Creighton: Greg McDermott was no fool when he left Iowa State on his own terms and seized the Bluejays' job once Dana Altman went to Oregon last year. McDermott had been in the Missouri Valley at Northern Iowa and seen the success and potential of arguably the top job in the conference. The Bluejays have a number of hidden gems who are flying under the national radar in Doug McDermott, Greg Echenique and Antoine Young. The problem for Creighton is that the schedule could have been stronger. It may need to have a significant run during the Valley tournament, which won't be easy at all due to the strength of Wichita State and Indiana State, to ensure a bid. But once they're in, the Bluejays have the personnel in the right positions to be a serious pest.
New Mexico: Coach Steve Alford is going through a bit of a renaissance in Albuquerque. The Lobos had a big-time run two seasons ago but then took a dip last season. The ability to bounce back quickly will be on display in 2011-12. Alford has found the right mix of four-year transfers (Drew Gordon and Demetrius Walker), hidden gems out of high school (Kendall Williams and A.J. Hardeman) and an international sharp shooter (Australia's Hugh Greenwood) to put together a conference champ. The Lobos will have to manage the nonconference well and get past UNLV, but this team has the ability to be a second-weekend squad in the tournament.

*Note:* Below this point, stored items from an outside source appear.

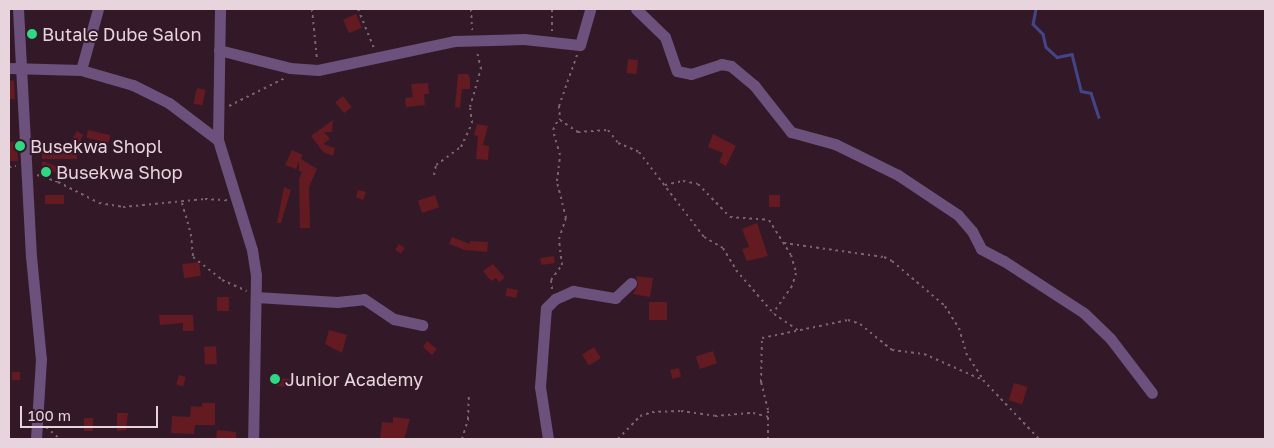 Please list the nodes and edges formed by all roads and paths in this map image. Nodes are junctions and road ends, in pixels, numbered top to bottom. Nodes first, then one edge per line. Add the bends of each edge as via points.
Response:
1 (18, 9) edge
2 (98, 9) edge
3 (220, 9) edge
4 (312, 9) edge
5 (358, 9) edge
6 (471, 9) edge
7 (552, 9) edge
8 (590, 9) edge
9 (636, 9) edge
10 (473, 39) junction
11 (552, 41) junction
12 (580, 45) junction
13 (219, 50) junction
14 (379, 59) junction
15 (9, 68) edge
16 (24, 68) junction
17 (302, 69) junction
18 (81, 70) junction
19 (318, 70) junction
20 (218, 113) junction
21 (559, 118) junction
22 (218, 140) junction
23 (27, 174) junction
24 (434, 175) dead end
25 (665, 186) junction
26 (236, 201) junction
27 (182, 203) junction
28 (784, 243) junction
29 (631, 283) dead end
30 (256, 296) junction
31 (554, 299) junction
32 (773, 313) junction
33 (422, 325) dead end
34 (798, 331) junction
35 (983, 380) junction
36 (469, 393) dead end
37 (1152, 393) dead end
38 (769, 417) junction
39 (38, 422) junction
40 (36, 439) edge
41 (60, 439) edge
42 (253, 439) edge
43 (462, 439) edge
44 (548, 439) edge
45 (618, 439) edge
46 (768, 439) edge
47 (1039, 439) edge

1 - 16 street
2 - 18 street
3 - 13 street
4 - 19 path
5 - 14 path
6 - 10 path
7 - 11 path
8 - 12 street
9 - 37 street via 665,38 677,71 691,74 721,64 731,66 758,90 791,132 835,144 898,175 958,215 972,230 981,250 1062,297 1095,323
10 - 11 street
10 - 14 street via 432,45
10 - 24 path via 480,70 470,106 472,122 461,147 436,165
11 - 12 street
12 - 21 path via 559,106
13 - 17 street
13 - 20 street
14 - 19 street
15 - 16 street
16 - 18 street
16 - 23 street
17 - 19 street
17 - 20 path
18 - 22 street via 150,92
20 - 22 street
21 - 25 path via 578,132 608,130 618,143 639,152
21 - 31 path via 553,130 560,155 557,181 566,218 558,239 562,265 551,280
22 - 26 street
23 - 27 path via 48,177 99,203 140,208
23 - 39 street via 41,359
25 - 28 path via 683,182 698,184 730,217 766,218
25 - 32 path via 704,237 723,248 736,270
26 - 27 path via 213,198
26 - 30 street via 252,250
27 - 30 path via 191,234 192,257 222,280
28 - 32 path via 794,262 796,278
28 - 35 path via 877,255 892,261 944,306 959,328 966,353
29 - 31 street via 613,298 580,290
30 - 33 street via 337,302 364,299 394,319
30 - 42 street
31 - 44 street via 545,312 540,387
32 - 34 path
34 - 35 path via 855,322 886,342 892,350 930,356
34 - 38 path via 765,336 761,340 761,385
35 - 47 path
36 - 43 path via 468,419
38 - 45 path via 753,413 715,416 681,411 652,412 640,416
38 - 46 path
39 - 40 street
39 - 41 path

Saint Louis: Rick Majerus had a horrendous personal year with the death of his mother and multiple injuries and illnesses. He's also had to deal with the suspensions of his two best players. But he seems energized this fall and has a team that is committed to making serious strides in the A-10. Kwamain Mitchell is back after a suspension. He joins Mike McCall and Kyle Cassity as the core of this team. Majerus put together a challenging slate of nonconference games, giving the Billikens ample tests to see if they're worthy of the praise. Xavier and Temple are the standards in the A-10. St. Bonaventure is a legitimate upstart with perhaps the best all-around player in the league in Andrew Nicholson. But Saint Louis should a formidable team, poised to get Majerus back to the NCAA tournament.
Virginia: The plan at Washington State was to get players out of high schools and take chances, in hopes they develop and reach their potential. The Cougars did, and Tony Bennett got them to the NCAA tournament. Wazzu's program isn't close to Virginia's. The Cavs have more resources, finances and access to players. Still, Bennett hasn't deviated from his plan. And now that Mike Scott is healthy inside, Bennett has a team that gets him, his style and his commitment to defense. The Cavs should be able to score and close games, rather than sit on the doorstep, unable to get significant wins. The timing is perfect for Virginia, too. The ACC is in a rebuilding mode outside of North Carolina, Duke and to some extent Florida State. The rest of the league is in flux, giving Virginia ample chances for wins and to establish itself as a top-four team en route to the NCAAs.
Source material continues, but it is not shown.